• What you should do
Working through the entries below, find how many lines include the string "read"; give only that number.

• Recorded data

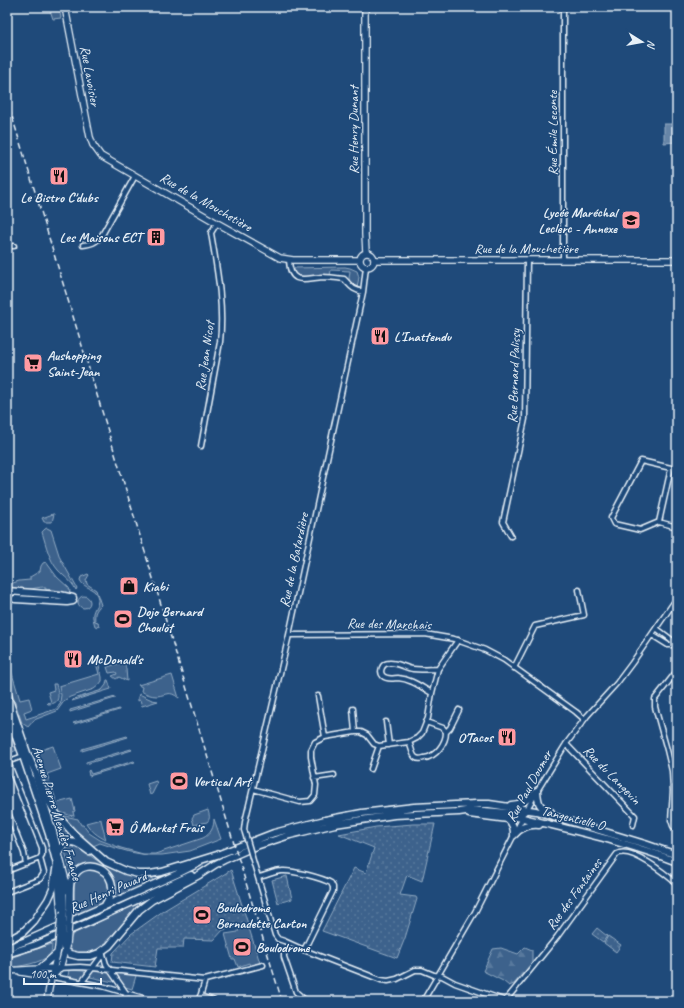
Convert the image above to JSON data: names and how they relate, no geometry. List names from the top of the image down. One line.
{"streets":{"main road":["Avenue Pierre Mendès France","Tangentielle O","Rue Henri Pavard"],"street":["Rue Lavoisier","Rue Henry Dunant","Rue Émile Leconte","Rue de la Mouchetière","Rue Jean Nicot","Rue Bernard Palissy","Rue de la Batardière","Rue des Marchais","Rue du Langevin","Rue Paul Doumer","Rue des Fontaines"]},"crossings":[["Rue Lavoisier","Rue de la Mouchetière"],["Rue Henry Dunant","Rue de la Mouchetière"],["Rue Henry Dunant","Rue de la Batardière"],["Rue Émile Leconte","Rue de la Mouchetière"],["Rue de la Mouchetière","Rue Jean Nicot"],["Rue de la Mouchetière","Rue Bernard Palissy"],["Rue de la Mouchetière","Rue de la Batardière"],["Rue de la Batardière","Rue des Marchais"],["Rue des Marchais","Rue Paul Doumer"],["Rue du Langevin","Rue Paul Doumer"],["Rue Paul Doumer","Tangentielle O"]],"places":{"restaurant":["Le Bistro C'dubs","L'Inattendu","McDonald's","O'Tacos"],"school or university":["Lycée Maréchal Leclerc - Annexe"],"building":["Les Maisons ECT"],"supermarket":["Aushopping Saint-Jean","Ô Market Frais"],"shop":["Kiabi"],"sports":["Dojo Bernard Choulot","Vertical Art","Boulodrome Bernadette Carton","Boulodrome"]},"scale_bar":"100 m","north":"right"}
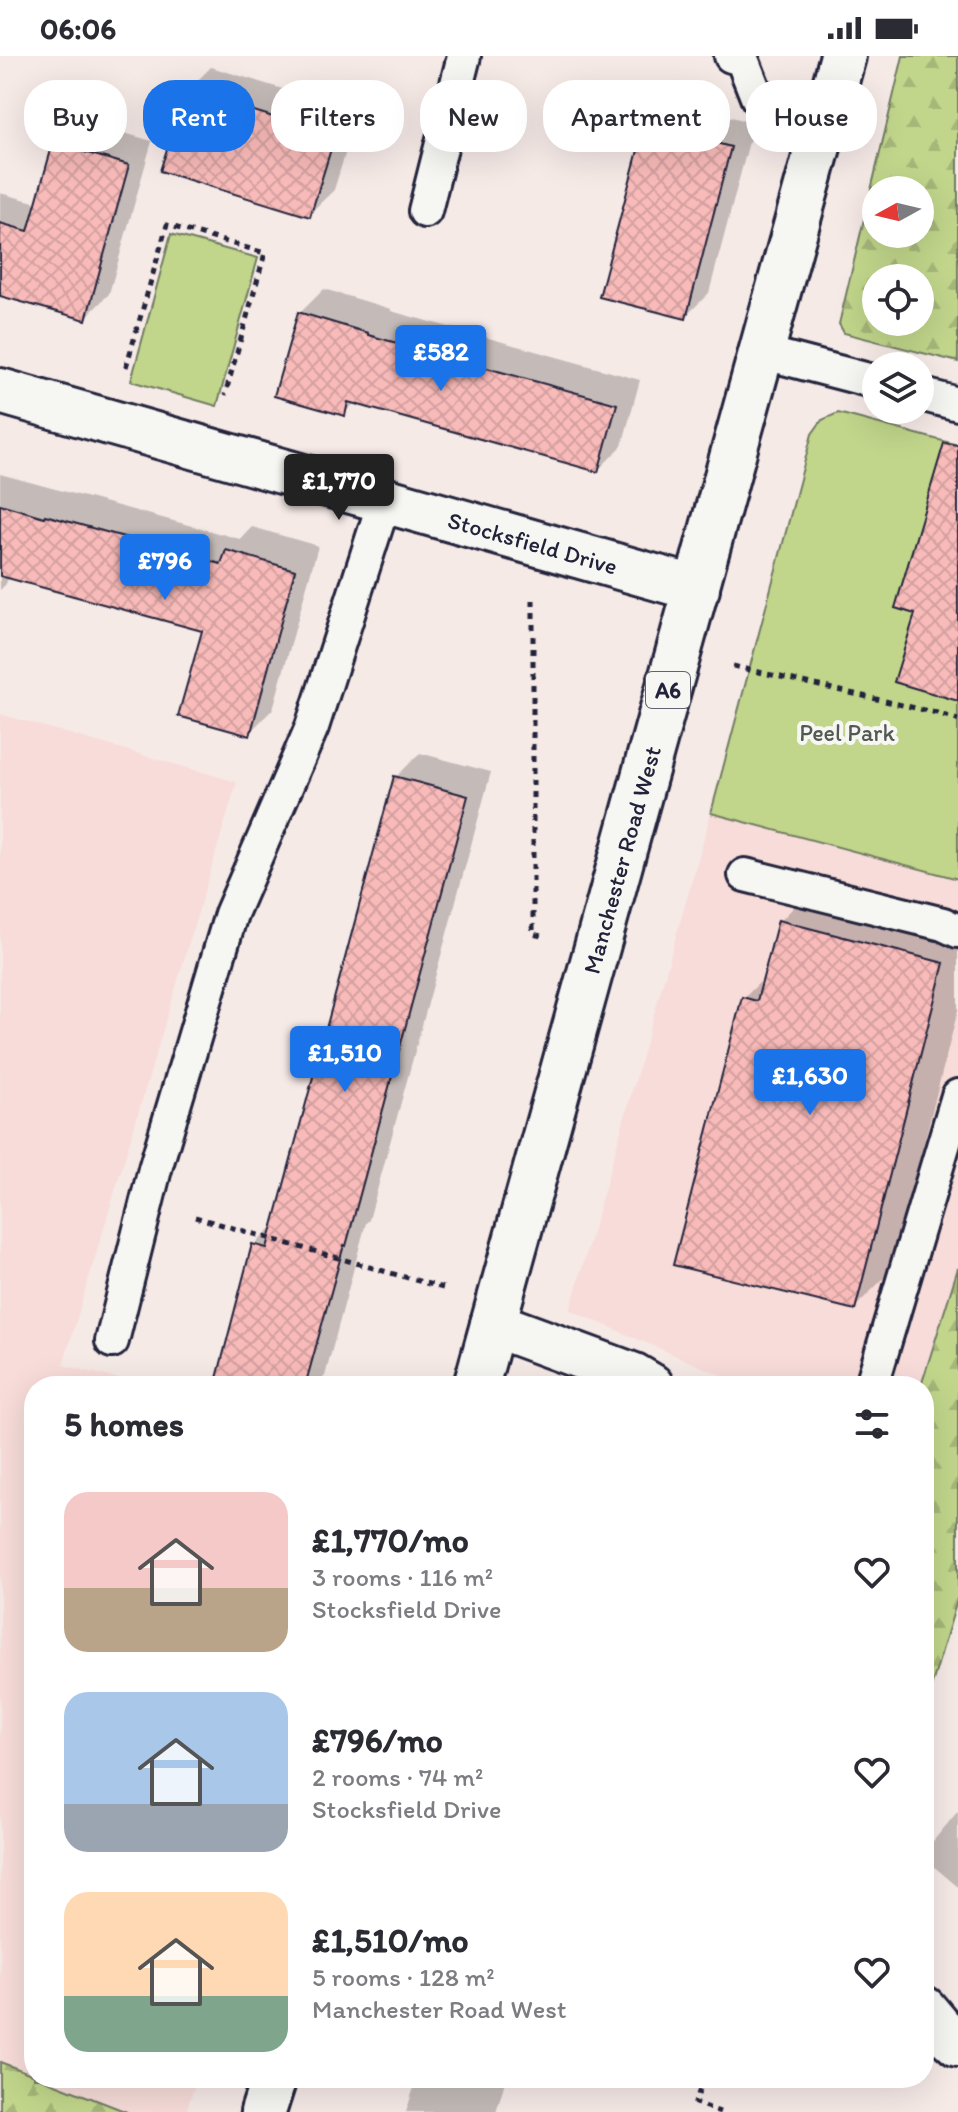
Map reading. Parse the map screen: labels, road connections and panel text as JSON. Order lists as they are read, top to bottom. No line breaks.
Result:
{"streets":{"main road":["Stocksfield Drive","A6","Manchester Road West"]},"crossings":[["Stocksfield Drive","Manchester Road West"]],"parks":["Peel Park"],"north":"left","page":{"status":"06:06","chip":["Buy","Rent","Filters","New","Apartment","House"],"price":["£582","£1,770","£796","£1,510","£1,630"],"heading":"5 homes","list":[{"name":"£1,770/mo","note":"3 rooms · 116 m² · Stocksfield Drive"},{"name":"£796/mo","note":"2 rooms · 74 m² · Stocksfield Drive"},{"name":"£1,510/mo","note":"5 rooms · 128 m² · Manchester Road West"}]}}
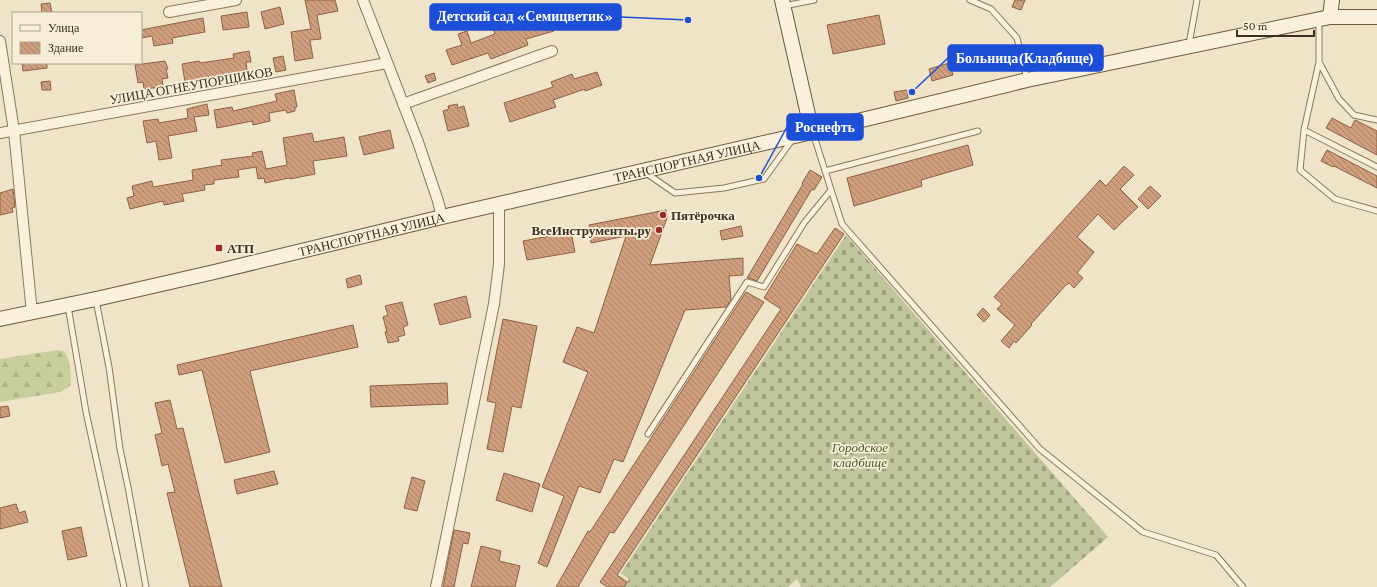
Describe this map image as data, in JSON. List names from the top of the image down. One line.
{"streets":{"main road":["ТРАНСПОРТНАЯ УЛИЦА"],"street":["УЛИЦА ОГНЕУПОРЩИКОВ"]},"parks":["Городское кладбище"],"places":{"other":["Детский сад «Семицветик»","Больница(Кладбище)","Роснефть","Пятёрочка","ВсеИнструменты.ру"],"transit":["АТП"]},"legend":["Улица","Здание"],"scale_bar":"50 m"}
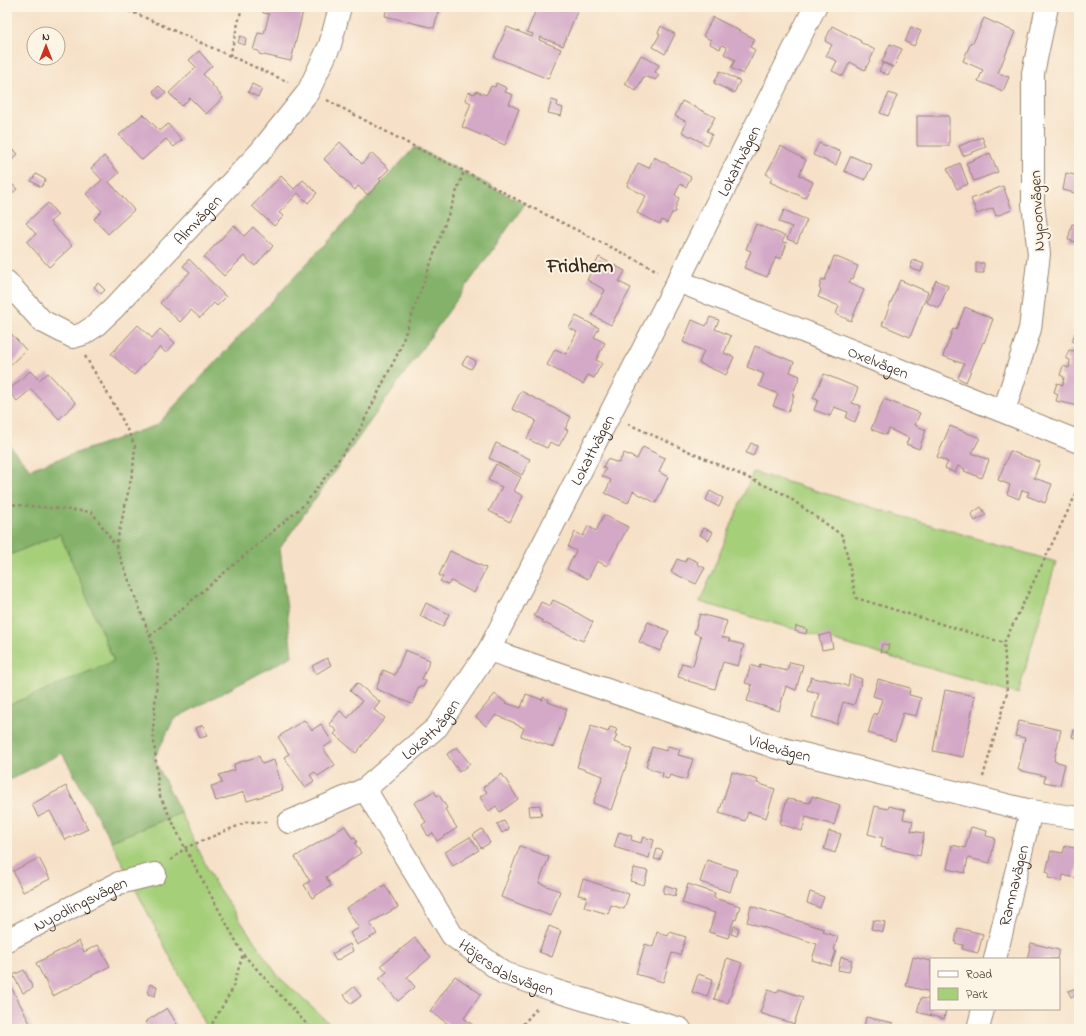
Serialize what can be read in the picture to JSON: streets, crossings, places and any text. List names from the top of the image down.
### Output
{
  "streets": {
    "street": [
      "Lokattvägen",
      "Nyponvägen",
      "Almvägen",
      "Oxelvägen",
      "Videvägen",
      "Ramnavägen",
      "Nyodlingsvägen",
      "Höjersdalsvägen"
    ]
  },
  "crossings": [
    ["Lokattvägen", "Oxelvägen"],
    ["Lokattvägen", "Videvägen"],
    ["Lokattvägen", "Höjersdalsvägen"],
    ["Nyponvägen", "Oxelvägen"],
    ["Videvägen", "Ramnavägen"]
  ],
  "districts": ["Fridhem"],
  "legend": ["Road", "Park"],
  "north": "top"
}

• Task response
2